Given the demanding times we live in, I thought resilience would be a good topic. What makes for resilience? Why are some people more resilient than others to life’s pains and stresses? One person can go through a stressful experience and feel devastated by it with emotional, psychological and perhaps physical effects, while another person will suffer much less. Some get through a tough experience, others crumple under it.
A key ingredient for survivability seems to be the foundation stone of ‘meaning’. If we have a sustaining faith in something then it gives us something to survive for, an inner ‘rock’ to hold onto, rather than being swept away by whatever life throws at us.

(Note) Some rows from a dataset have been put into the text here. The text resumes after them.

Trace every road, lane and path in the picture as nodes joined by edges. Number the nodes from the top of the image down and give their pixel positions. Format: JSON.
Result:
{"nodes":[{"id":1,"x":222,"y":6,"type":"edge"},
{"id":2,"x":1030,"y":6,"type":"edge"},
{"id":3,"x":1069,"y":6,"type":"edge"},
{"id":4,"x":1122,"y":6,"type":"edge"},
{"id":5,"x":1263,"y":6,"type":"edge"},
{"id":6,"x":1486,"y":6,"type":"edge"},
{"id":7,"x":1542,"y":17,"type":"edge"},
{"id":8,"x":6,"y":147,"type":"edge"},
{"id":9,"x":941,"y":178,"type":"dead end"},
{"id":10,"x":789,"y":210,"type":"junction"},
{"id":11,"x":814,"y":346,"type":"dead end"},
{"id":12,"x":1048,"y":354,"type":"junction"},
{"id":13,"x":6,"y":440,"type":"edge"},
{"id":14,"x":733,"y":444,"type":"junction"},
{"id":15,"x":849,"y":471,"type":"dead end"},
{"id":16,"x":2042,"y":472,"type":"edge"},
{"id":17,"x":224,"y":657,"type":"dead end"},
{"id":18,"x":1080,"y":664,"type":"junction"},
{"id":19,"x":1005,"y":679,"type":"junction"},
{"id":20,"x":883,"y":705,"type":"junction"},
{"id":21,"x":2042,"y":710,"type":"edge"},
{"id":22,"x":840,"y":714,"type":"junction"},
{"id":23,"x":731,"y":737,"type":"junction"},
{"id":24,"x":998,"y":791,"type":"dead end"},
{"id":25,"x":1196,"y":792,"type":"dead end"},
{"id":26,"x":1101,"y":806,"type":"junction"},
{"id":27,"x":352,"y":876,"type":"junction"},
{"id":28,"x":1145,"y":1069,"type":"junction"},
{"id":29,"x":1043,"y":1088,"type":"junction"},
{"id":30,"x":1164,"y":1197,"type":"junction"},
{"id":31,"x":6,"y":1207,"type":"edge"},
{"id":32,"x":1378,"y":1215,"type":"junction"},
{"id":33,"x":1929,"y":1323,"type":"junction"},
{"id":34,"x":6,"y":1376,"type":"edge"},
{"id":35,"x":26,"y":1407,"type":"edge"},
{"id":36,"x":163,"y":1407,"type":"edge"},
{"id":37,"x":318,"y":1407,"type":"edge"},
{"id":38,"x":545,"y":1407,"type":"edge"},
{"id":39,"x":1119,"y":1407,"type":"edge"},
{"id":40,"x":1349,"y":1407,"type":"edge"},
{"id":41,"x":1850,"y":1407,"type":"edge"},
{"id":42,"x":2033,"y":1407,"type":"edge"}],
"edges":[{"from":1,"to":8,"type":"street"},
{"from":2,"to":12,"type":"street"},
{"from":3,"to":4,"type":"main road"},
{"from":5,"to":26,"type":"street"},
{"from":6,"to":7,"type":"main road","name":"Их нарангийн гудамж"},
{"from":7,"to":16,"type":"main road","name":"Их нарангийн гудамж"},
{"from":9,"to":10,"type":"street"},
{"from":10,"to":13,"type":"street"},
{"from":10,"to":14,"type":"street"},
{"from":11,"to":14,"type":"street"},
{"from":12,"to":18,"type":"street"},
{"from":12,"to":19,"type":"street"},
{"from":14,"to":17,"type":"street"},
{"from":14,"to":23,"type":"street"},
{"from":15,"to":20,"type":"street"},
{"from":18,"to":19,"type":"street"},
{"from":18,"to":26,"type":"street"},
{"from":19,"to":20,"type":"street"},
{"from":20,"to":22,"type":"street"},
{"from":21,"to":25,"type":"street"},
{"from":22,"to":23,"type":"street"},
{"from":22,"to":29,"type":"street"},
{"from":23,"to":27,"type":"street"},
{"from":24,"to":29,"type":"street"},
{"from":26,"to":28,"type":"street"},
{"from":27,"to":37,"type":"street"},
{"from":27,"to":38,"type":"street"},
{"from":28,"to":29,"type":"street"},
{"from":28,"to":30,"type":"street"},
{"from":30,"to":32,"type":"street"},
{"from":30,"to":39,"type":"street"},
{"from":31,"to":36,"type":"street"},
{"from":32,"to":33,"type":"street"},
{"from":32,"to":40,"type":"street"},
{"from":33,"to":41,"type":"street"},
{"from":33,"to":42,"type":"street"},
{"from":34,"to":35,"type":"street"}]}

Viktor Frankl, a Jewish psychiatrist, came to this conclusion during his three years as a prisoner in Auschwitz and other concentration camps in World War II. His wife and most of his family died in the camps as, of course, did very many others. But Viktor Frankl survived and after the War wrote ‘Man’s Search For Meaning’. Published in 1946 he described his own horrific experiences and his observations of how he and others coped. It seemed to him that those who had a faith – not necessarily a religious faith – but a faith in something profoundly important to them, survived the terrible experience in the camps much better. Their life had meaning. Those who had no faith had little to live for, suffered more and would often just ‘give up’. There was no inner passion for life, no drive, to keep that person going.
In Paulo Coelho’s 1999 novel ‘Veronika Decides To Die’, a young girl (Veronika) has friends, a social life, a loving family even. She displays no signs of depression, but life lacks that same essential ingredient: meaning. Life is empty for her. As she says herself, one day seems much like another. There is nothing to drive her forward in her life. She too gives up and in her case attempts suicide.
Frankl believed that whatever gave meaning to our lives had to be invested with love, that the two were inseparable What has real meaning for us we love, what we love holds meaning. He saw our salvation as “through love and in love” which he described as “the greatest secret that human poetry and human thought and belief have to impart”.
So what do you really love? What gives fundamental meaning to your life?
I think if we are able to discover that then life is truly worthwhile.